GIORGIO FONTANAFinalmente pronto il nuovo modello sottoscritto da Confindustria e da Cgil, Cisl e Uil. L’aspetto più innovativo del Testo Unico sulla Rappresentanza riguarda l’accettazione da parte di tutte le componenti sindacali del principio maggioritario anche a livello aziendale (ove c’erano state le più acute tensioni), in forza del quale i contratti collettivi aziendali sono efficaci erga omnes, vincolando tutte le organizzazioni sindacali, anche se sottoscritti soltanto dalla maggioranza (e non da tutti i membri) della RSU aziendale

Il 10 gennaio 2014 è stato sottoscritto da Confindustria e da Cgil, Cisl e Uil, il Testo Unico sulla Rappresentanza che, finalmente, chiude la lunga fase di gestazione del nuovo modello di relazioni sindacali (dopo la stipula dell’Accordo Interconfederale del 28 giugno 2011 e del Protocollo d’intesa del 31 maggio 2013) con straordinarie innovazioni sia nel sistema contrattuale, sia nella rappresentanza sindacale.
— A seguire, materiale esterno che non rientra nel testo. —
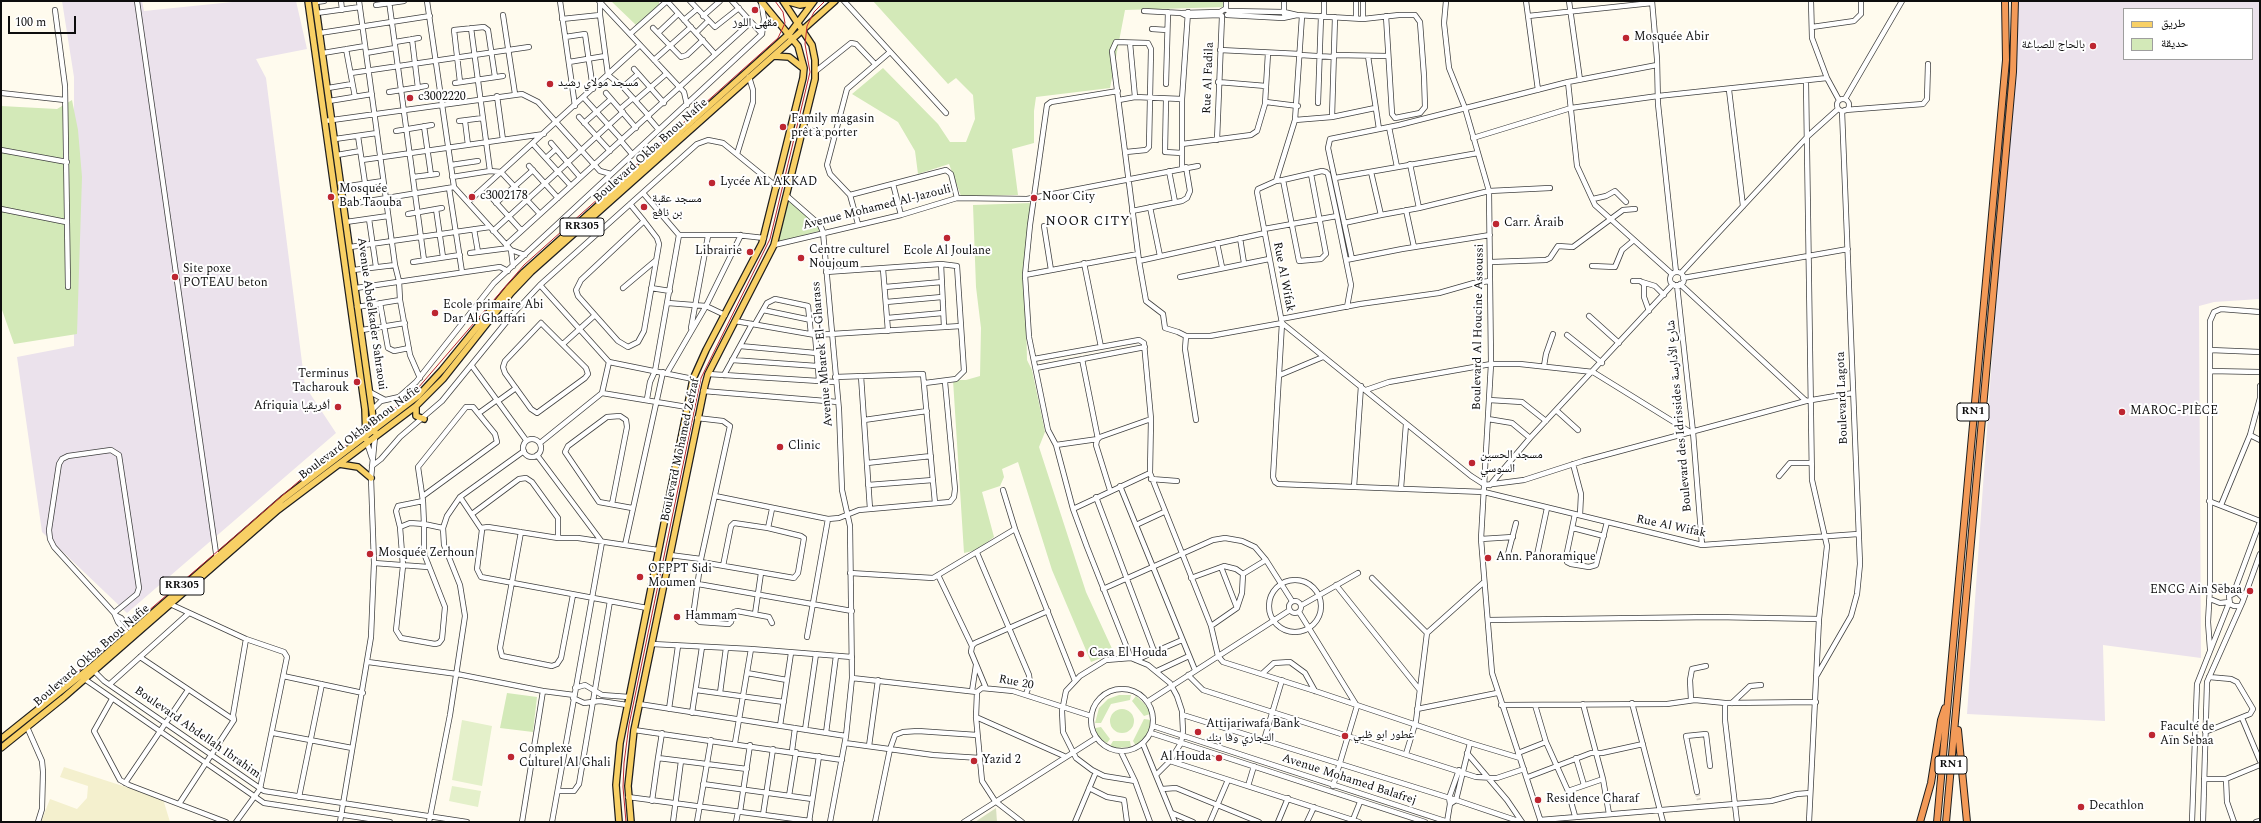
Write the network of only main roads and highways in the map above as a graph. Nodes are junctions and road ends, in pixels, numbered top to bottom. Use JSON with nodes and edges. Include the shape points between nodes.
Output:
{"nodes":[{"id":1,"x":308,"y":1,"type":"edge"},
{"id":2,"x":761,"y":1,"type":"edge"},
{"id":3,"x":785,"y":1,"type":"edge"},
{"id":4,"x":835,"y":1,"type":"edge"},
{"id":5,"x":2005,"y":1,"type":"edge"},
{"id":6,"x":2015,"y":1,"type":"edge"},
{"id":7,"x":316,"y":2,"type":"edge"},
{"id":8,"x":813,"y":2,"type":"edge"},
{"id":9,"x":812,"y":22,"type":"junction"},
{"id":10,"x":799,"y":24,"type":"junction"},
{"id":11,"x":803,"y":31,"type":"junction"},
{"id":12,"x":790,"y":33,"type":"junction"},
{"id":13,"x":794,"y":38,"type":"junction"},
{"id":14,"x":810,"y":40,"type":"junction"},
{"id":15,"x":772,"y":57,"type":"junction"},
{"id":16,"x":804,"y":68,"type":"junction"},
{"id":17,"x":416,"y":406,"type":"junction"},
{"id":18,"x":424,"y":419,"type":"road end"},
{"id":19,"x":375,"y":430,"type":"junction"},
{"id":20,"x":375,"y":437,"type":"junction"},
{"id":21,"x":366,"y":440,"type":"junction"},
{"id":22,"x":337,"y":465,"type":"junction"},
{"id":23,"x":371,"y":478,"type":"road end"},
{"id":24,"x":132,"y":634,"type":"junction"},
{"id":25,"x":82,"y":677,"type":"junction"},
{"id":26,"x":1947,"y":705,"type":"junction"},
{"id":27,"x":1957,"y":709,"type":"junction"},
{"id":28,"x":1,"y":739,"type":"edge"},
{"id":29,"x":1,"y":748,"type":"edge"},
{"id":30,"x":619,"y":822,"type":"edge"},
{"id":31,"x":631,"y":822,"type":"edge"},
{"id":32,"x":1920,"y":822,"type":"edge"},
{"id":33,"x":1937,"y":822,"type":"edge"},
{"id":34,"x":1946,"y":822,"type":"edge"},
{"id":35,"x":1967,"y":822,"type":"edge"}],
"edges":[{"from":1,"to":21,"type":"main road","name":"Avenue Abdelkader Sahraoui","via":[[365,409]]},
{"from":2,"to":12,"type":"main road","name":"Boulevard Mohamed Zefzaf"},
{"from":3,"to":8,"type":"main road","via":[[800,5]]},
{"from":3,"to":10,"type":"main road","name":"Boulevard Mohamed Zefzaf"},
{"from":4,"to":9,"type":"main road","name":"Boulevard Okba Bnou Nafie","number":"RR305"},
{"from":5,"to":26,"type":"highway","number":"RN1","via":[[2006,60]]},
{"from":6,"to":27,"type":"highway","number":"RN1","via":[[2013,72]]},
{"from":7,"to":19,"type":"main road","name":"Avenue Abdelkader Sahraoui"},
{"from":8,"to":10,"type":"main road","name":"Boulevard Okba Bnou Nafie","number":"RR305"},
{"from":9,"to":11,"type":"main road","name":"Boulevard Okba Bnou Nafie","number":"RR305"},
{"from":9,"to":14,"type":"main road","via":[[808,31]]},
{"from":10,"to":11,"type":"main road","name":"Boulevard Mohamed Zefzaf"},
{"from":10,"to":12,"type":"main road","name":"Boulevard Okba Bnou Nafie","number":"RR305"},
{"from":11,"to":13,"type":"main road","name":"Boulevard Okba Bnou Nafie","number":"RR305"},
{"from":11,"to":14,"type":"main road","name":"Boulevard Mohamed Zefzaf"},
{"from":12,"to":13,"type":"main road","name":"Boulevard Mohamed Zefzaf"},
{"from":12,"to":19,"type":"main road","name":"Boulevard Okba Bnou Nafie","number":"RR305","via":[[528,268],[431,383],[410,404]]},
{"from":13,"to":15,"type":"main road","name":"Boulevard Okba Bnou Nafie","number":"RR305"},
{"from":13,"to":16,"type":"main road","name":"Boulevard Mohamed Zefzaf"},
{"from":14,"to":31,"type":"main road","name":"Boulevard Mohamed Zefzaf","via":[[816,71],[774,245],[708,374],[703,391],[634,730],[628,797]]},
{"from":15,"to":16,"type":"main road","via":[[784,55]]},
{"from":15,"to":17,"type":"main road","name":"Boulevard Okba Bnou Nafie","number":"RR305","via":[[531,272],[443,379]]},
{"from":16,"to":30,"type":"main road","name":"Boulevard Mohamed Zefzaf","via":[[764,238],[693,379],[627,705],[616,776]]},
{"from":17,"to":18,"type":"main road","via":[[416,416]]},
{"from":17,"to":20,"type":"main road","name":"Boulevard Okba Bnou Nafie","number":"RR305"},
{"from":19,"to":20,"type":"main road","name":"Avenue Abdelkader Sahraoui"},
{"from":19,"to":21,"type":"main road","name":"Boulevard Okba Bnou Nafie","number":"RR305"},
{"from":20,"to":21,"type":"main road","name":"Boulevard Okba Bnou Nafie","number":"RR305"},
{"from":21,"to":22,"type":"main road","name":"Boulevard Okba Bnou Nafie","number":"RR305"},
{"from":21,"to":24,"type":"main road","name":"Boulevard Okba Bnou Nafie","number":"RR305","via":[[289,495],[216,556]]},
{"from":22,"to":23,"type":"main road","via":[[354,465]]},
{"from":22,"to":24,"type":"main road","name":"Boulevard Okba Bnou Nafie","number":"RR305","via":[[283,506]]},
{"from":24,"to":25,"type":"main road","name":"Boulevard Okba Bnou Nafie","number":"RR305"},
{"from":25,"to":28,"type":"main road","name":"Boulevard Okba Bnou Nafie","number":"RR305"},
{"from":25,"to":29,"type":"main road","name":"Boulevard Okba Bnou Nafie","number":"RR305"},
{"from":26,"to":32,"type":"highway","via":[[1941,720],[1933,776]]},
{"from":26,"to":33,"type":"highway","number":"RN1"},
{"from":27,"to":34,"type":"highway","number":"RN1"},
{"from":27,"to":35,"type":"highway","via":[[1959,757]]}]}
Il primo punto qualificante è la misurazione e la certificazione, a cura del CNEL, della rappresentatività delle organizzazioni sindacali ai fini della contrattazione collettiva nazionale. Come nel settore pubblico, la rappresentatività dovrà essere attestata sulla base della media del dato elettorale (i voti ricevuti dalle singole organizzazioni alle elezioni per la RSU, azienda per azienda) e del numero di iscritti all’interno della categoria interessata. Così certificata, la rappresentatività sindacale determinerà sia il diritto di accedere alle trattative per il rinnovo dei c.c.n.l. (riservato ad ogni organizzazione sindacale che superi lo sbarramento del 5%, quale media ponderata elettorale e associativa), sia le condizioni di validità degli accordi (considerati “efficaci” se le associazioni dai categoria stipulanti conseguono nel complesso una rappresentatività pari almeno al 51%, da intendersi sempre come media ponderata).
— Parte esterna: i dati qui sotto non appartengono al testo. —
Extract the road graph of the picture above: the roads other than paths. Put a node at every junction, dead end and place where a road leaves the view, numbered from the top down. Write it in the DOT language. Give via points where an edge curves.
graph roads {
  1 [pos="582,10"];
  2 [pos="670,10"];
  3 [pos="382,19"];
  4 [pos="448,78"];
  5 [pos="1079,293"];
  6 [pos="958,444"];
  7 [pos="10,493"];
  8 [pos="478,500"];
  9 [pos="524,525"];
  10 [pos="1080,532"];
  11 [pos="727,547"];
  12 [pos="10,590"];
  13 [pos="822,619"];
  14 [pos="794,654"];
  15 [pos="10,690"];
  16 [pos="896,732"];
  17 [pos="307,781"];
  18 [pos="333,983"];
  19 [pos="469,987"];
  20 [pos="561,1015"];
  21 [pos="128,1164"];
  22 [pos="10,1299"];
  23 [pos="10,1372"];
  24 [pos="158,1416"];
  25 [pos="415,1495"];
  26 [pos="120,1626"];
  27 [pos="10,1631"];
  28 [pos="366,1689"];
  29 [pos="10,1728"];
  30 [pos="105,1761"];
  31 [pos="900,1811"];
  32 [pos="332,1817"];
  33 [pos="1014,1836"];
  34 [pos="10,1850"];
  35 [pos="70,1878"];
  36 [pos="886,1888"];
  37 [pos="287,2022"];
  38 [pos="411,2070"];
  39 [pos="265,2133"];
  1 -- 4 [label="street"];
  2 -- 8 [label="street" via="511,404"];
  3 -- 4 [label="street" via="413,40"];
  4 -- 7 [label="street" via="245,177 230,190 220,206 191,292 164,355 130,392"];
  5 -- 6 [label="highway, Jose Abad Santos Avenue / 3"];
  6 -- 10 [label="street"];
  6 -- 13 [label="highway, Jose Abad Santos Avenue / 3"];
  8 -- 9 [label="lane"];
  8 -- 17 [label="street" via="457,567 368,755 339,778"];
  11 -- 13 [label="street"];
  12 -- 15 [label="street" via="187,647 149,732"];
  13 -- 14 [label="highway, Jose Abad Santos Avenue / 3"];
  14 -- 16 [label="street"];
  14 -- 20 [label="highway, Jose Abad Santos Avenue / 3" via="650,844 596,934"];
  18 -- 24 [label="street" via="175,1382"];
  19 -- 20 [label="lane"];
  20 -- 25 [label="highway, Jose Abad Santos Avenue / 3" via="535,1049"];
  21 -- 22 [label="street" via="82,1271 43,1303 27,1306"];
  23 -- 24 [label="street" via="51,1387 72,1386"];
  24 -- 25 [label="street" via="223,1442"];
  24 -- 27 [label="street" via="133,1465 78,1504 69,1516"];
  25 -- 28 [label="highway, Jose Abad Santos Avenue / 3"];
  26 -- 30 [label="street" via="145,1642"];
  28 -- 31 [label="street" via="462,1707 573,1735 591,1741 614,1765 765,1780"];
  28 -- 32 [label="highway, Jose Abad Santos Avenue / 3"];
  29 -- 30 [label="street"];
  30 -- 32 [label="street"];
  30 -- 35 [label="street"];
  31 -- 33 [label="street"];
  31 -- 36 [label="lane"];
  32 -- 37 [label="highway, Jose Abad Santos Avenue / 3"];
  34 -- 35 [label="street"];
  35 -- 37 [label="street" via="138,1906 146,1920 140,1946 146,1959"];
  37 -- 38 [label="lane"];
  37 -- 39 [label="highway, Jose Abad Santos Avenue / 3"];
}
L’accordo sottoscritto il 10 gennaio regolamenta poi la rappresentanza sindacale in azienda, disciplinando le modalità di costituzione e di funzionamento della RSU in termini sostanzialmente conformi al vecchio Accordo Interconfederale del 23 dicembre 1993 (si ricorda che le RSU possono essere costituite, al pari delle RSA, soltanto nelle unità produttive con più di quindici dipendenti). L’aspetto innovativo, però, (seppure più volte oggetto di previsioni di legge e di accordi collettivi) è l’accettazione da parte di tutte le componenti sindacali del principio maggioritario anche a livello aziendale (ove c’erano state le più acute tensioni), in forza del quale i contratti collettivi aziendali sono efficaci erga omnes, vincolando tutte le organizzazioni sindacali, anche se sottoscritti soltanto dalla maggioranza (e non da tutti i membri) della RSU aziendale. Lo stesso dicasi se gli accordi sono stipulati con le RSA (si ricorda che le RSA, di fonte legale, e le RSU, di fonte negoziale, nel nostro ordinamento coesistono, ancorché non possano materialmente sovrapporsi dovendo le organizzazioni sindacali optare per l’una o per l’altra formula).
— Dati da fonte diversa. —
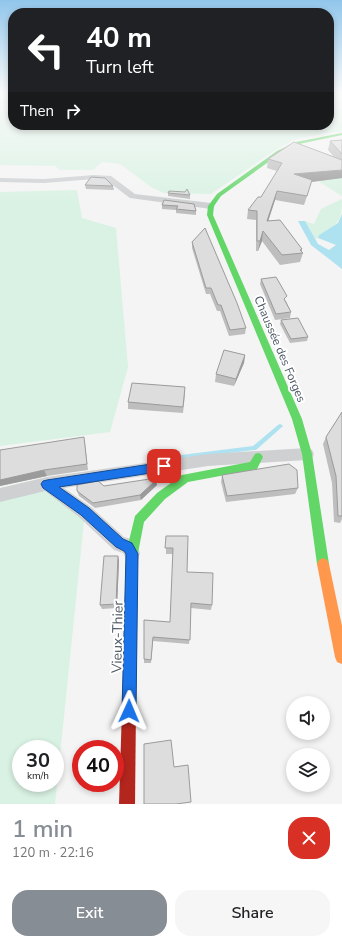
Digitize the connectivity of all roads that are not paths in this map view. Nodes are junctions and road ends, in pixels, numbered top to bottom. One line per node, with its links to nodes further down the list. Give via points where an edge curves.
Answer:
1 (342, 134): 3 (main road, via 298,143 279,152 219,195)
2 (0, 180): 3 (street, via 108,178 133,196)
3 (211, 206): 4 (main road, Chaussée des Forges, via 210,216 297,419)
4 (307, 454): 5 (street); 9 (main road, Chaussée des Forges, via 323,565)
5 (258, 457): 6 (street, via 208,460); 8 (main road, Vieux-Thier, via 253,466 186,478 161,496 139,520)
6 (47, 484): 7 (street); 8 (street, via 85,512 120,544 128,546)
7 (0, 495)
8 (132, 554): 10 (main road, Vieux-Thier)
9 (342, 657)
10 (127, 804)

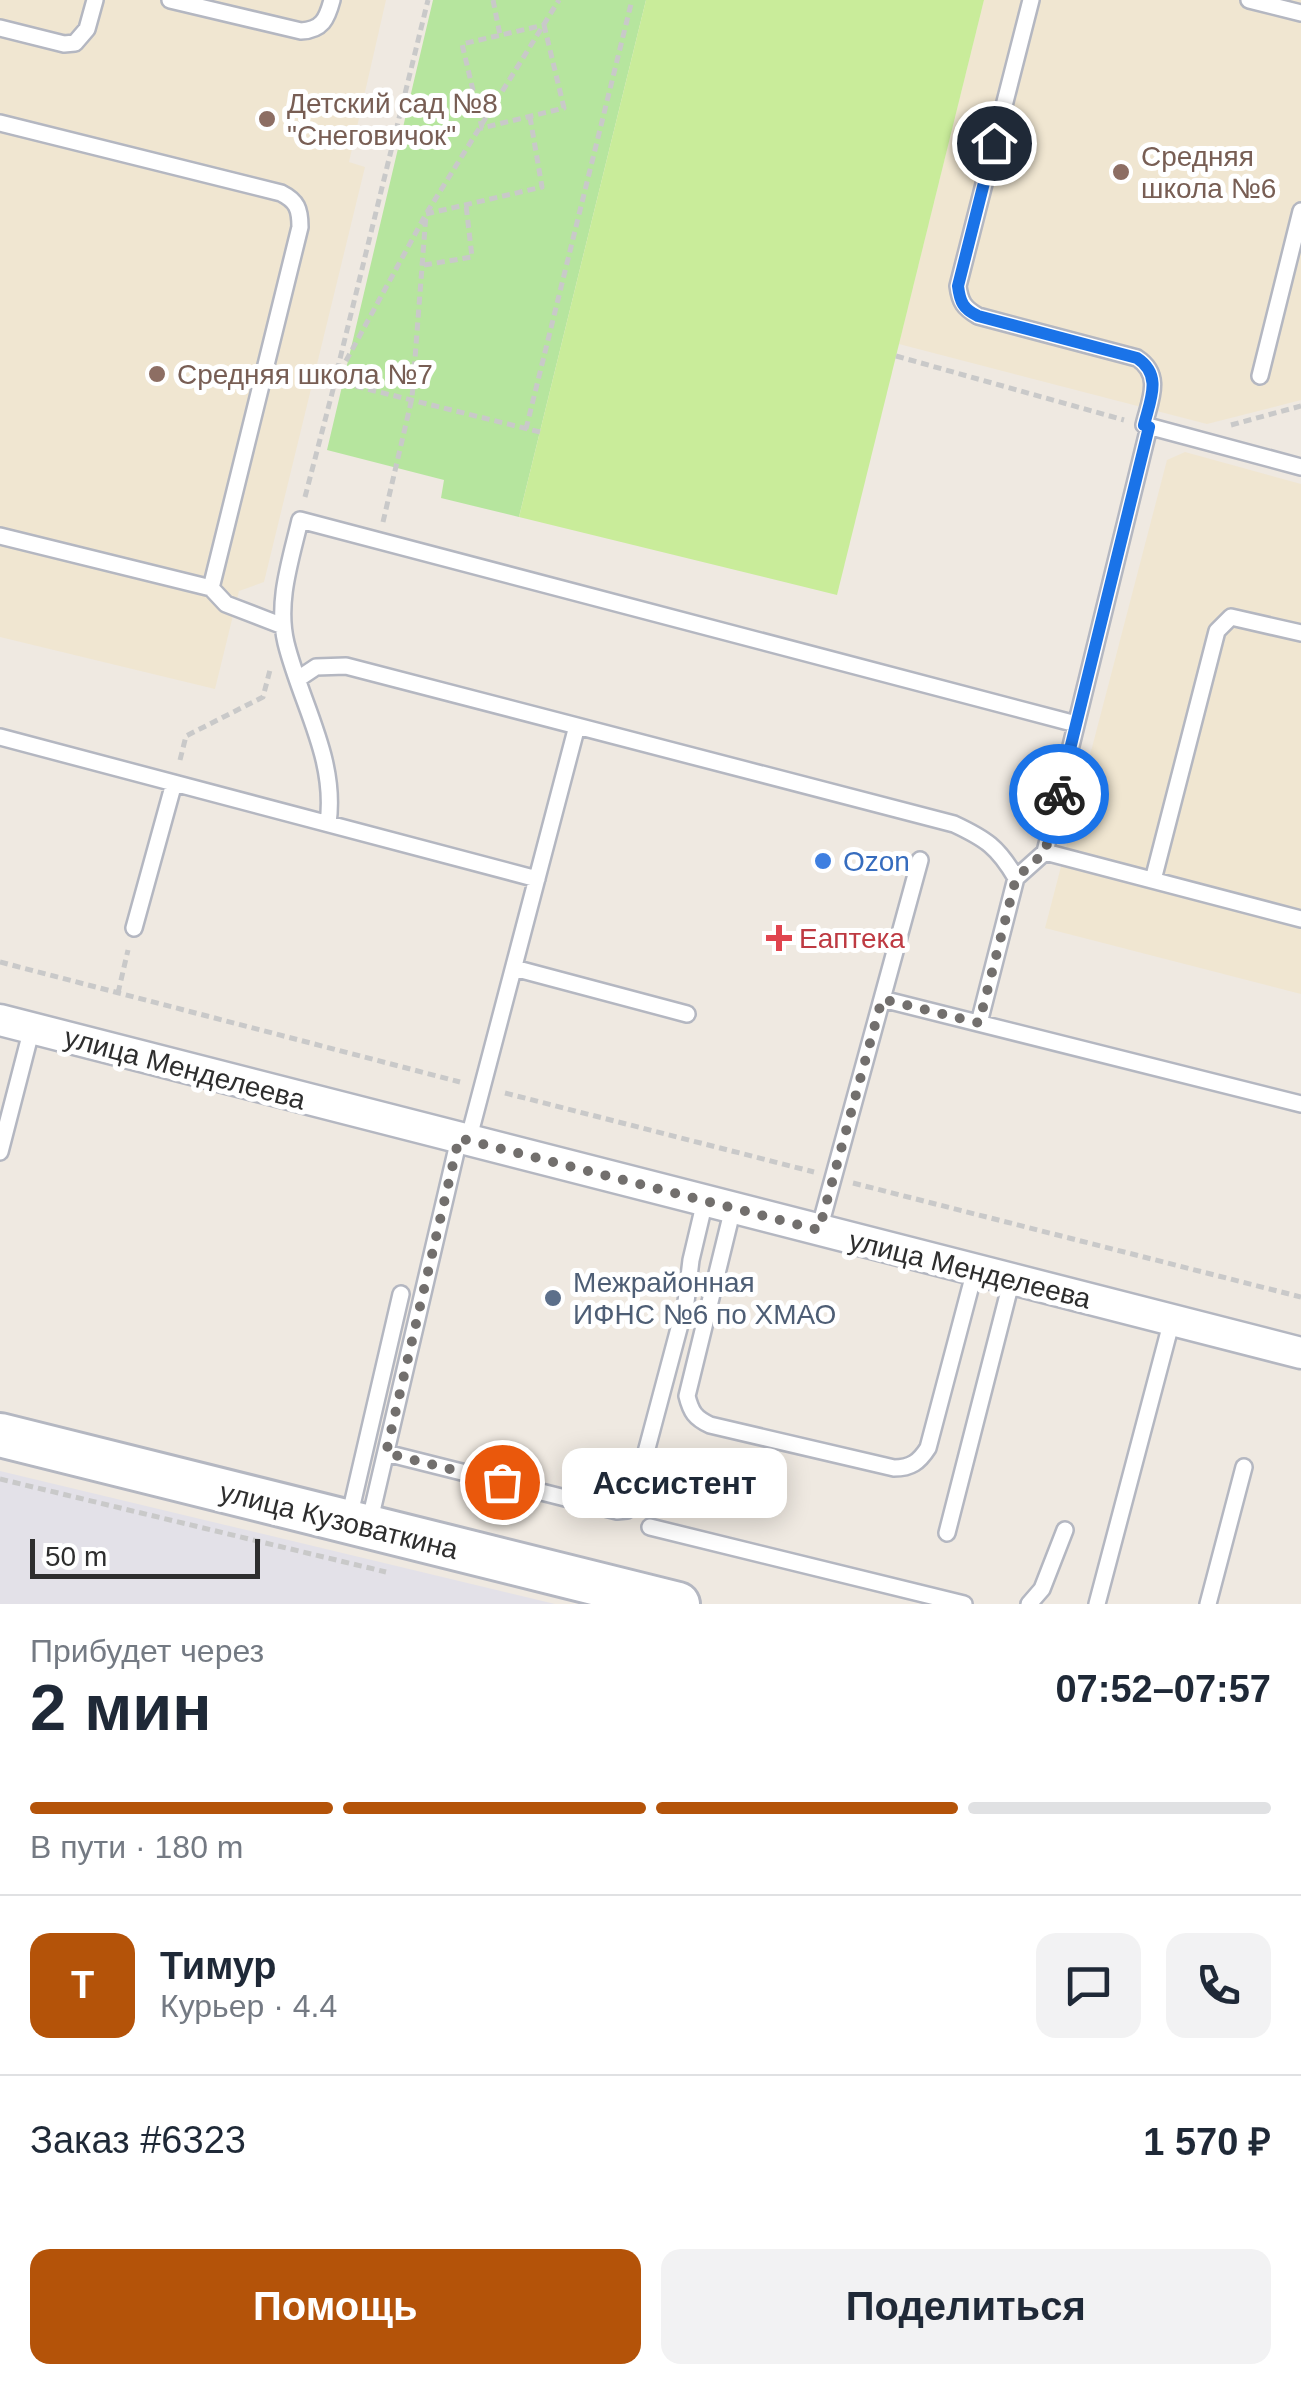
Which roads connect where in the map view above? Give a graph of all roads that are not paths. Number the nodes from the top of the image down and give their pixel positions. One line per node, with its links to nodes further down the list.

Di grande importanza sono poi le nuove disposizioni in materia di esigibilità degli accordi e di sanzioni in caso di comportamenti “ostruzionistici” da parte sindacale, ovvero da parte dei soggetti dissenzienti, in caso di stipula degli accordi a maggioranza e non all’unanimità.

Limitandomi a un commento estremamente sintetico, posso dire che quest’accordo è figlio, in realtà, del modello introdotto nel settore pubblico, grazie all’intuizione di un Maestro del Diritto del lavoro, Massimo D’Antona, che pagò con la vita il suo impegno riformista.

Un modello ispirato ai principi democratico-maggioritari (l’efficacia degli accordi è la conseguenza dell’approvazione a maggioranza: la regola del 50% +1), in antitesi a quello tradizionale, finora vigente nel settore privato (incentrato su principi associativi: il sindacato contratta liberamente e gli accordi sono validi per gli iscritti, anche se “minoritari”).

Il cambiamento è dunque “copernicano”, ha natura sistemica. Dimostra la duttilità e la capacità di adattamento delle parti sociali, che hanno voluto con decisione una riforma in grado di modernizzare il sistema di relazioni industriali nel nostro Paese.